RITES
That rite of passage of the middle class –
chauffeuring offspring to the varsity –
took us the breadth of England, from Hoole to Hull.
Extending her childhood, our parenthood
or both, we travelled the edge of hope
and longing, by acres of burning stubble
and slagheaps greening. In the rearview mirror,
she leant forward to gossip about
the future…When she was eight, we’d planted
her cherry tree, knowing she would one day
climb up it and out of sight. We watched it
blossom in her absence.
LOST

After the fluorescent shops and the snatched music,
the side street was damp and dark –
but a bag of chips and a manipulative adult
made the emptiness freedom.
Waterways were trawled and the usual,
time-dishonoured suspects questioned.
Down river, high tides returned her nine year old body.

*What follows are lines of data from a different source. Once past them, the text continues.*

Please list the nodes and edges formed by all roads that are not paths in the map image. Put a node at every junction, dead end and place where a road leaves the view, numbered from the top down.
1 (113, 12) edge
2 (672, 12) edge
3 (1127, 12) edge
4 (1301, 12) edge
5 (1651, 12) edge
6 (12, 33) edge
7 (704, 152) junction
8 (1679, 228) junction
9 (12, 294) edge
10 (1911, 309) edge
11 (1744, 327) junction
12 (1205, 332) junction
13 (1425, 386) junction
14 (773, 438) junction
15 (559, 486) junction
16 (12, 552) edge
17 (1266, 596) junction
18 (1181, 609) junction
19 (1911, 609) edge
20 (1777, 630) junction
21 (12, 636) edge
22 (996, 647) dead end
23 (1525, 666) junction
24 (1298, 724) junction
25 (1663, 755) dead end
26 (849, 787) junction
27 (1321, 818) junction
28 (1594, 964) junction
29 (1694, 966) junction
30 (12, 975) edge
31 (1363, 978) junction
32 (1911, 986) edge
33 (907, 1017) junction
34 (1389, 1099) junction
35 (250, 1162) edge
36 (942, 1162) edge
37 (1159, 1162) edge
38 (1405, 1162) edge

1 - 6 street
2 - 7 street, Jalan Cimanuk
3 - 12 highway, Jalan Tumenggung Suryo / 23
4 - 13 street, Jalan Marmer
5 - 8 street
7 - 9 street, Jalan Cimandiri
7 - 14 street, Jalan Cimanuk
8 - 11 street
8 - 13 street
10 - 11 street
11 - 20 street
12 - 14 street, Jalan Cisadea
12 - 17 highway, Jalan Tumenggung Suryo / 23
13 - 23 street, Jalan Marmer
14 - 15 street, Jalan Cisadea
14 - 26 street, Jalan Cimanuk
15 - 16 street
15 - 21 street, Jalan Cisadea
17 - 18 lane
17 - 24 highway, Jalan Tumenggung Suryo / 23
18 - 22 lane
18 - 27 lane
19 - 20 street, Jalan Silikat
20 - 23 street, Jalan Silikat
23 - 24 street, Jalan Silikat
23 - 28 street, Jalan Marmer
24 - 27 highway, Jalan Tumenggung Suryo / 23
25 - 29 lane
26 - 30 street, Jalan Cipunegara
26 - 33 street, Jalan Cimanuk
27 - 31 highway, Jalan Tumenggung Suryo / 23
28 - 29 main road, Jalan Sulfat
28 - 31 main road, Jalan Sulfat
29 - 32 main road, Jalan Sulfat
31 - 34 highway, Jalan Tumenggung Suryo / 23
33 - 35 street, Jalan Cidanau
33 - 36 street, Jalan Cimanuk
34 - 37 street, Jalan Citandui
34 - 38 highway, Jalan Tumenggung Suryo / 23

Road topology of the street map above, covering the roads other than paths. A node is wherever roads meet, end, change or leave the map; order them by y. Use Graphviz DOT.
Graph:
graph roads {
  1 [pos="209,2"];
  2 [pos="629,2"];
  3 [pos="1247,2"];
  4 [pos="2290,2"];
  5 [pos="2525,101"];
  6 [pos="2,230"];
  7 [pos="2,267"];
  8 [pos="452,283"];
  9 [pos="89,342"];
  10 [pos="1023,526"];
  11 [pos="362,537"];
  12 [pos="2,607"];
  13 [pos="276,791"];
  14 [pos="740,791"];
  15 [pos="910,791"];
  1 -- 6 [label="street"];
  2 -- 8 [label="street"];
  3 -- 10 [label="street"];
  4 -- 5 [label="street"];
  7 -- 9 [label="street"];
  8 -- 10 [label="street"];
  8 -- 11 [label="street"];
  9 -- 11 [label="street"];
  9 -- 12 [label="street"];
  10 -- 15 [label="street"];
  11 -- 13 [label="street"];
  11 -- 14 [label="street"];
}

The funeral cortège was a carriage and horses
and the local press was effulgent.
But gossip condemned her single mother,
living in a hostel on benefit.
The killer lived two floors down,
an estranged father of daughters –
a violent drunk, unemployed, unschooled.
Victim, mother and murderer
threaten the equivocal city.
Losers and losing
challenge its achievements.
Death is only one result of murder.
Remember sweet Fanny Adams – mutilated,
immortalised, profaned unthinkingly!
The murder and rape of children
seem beyond words, understanding, iniquity
– and another’s lack of love or the means to love
is out of our grasp, lost beyond finding.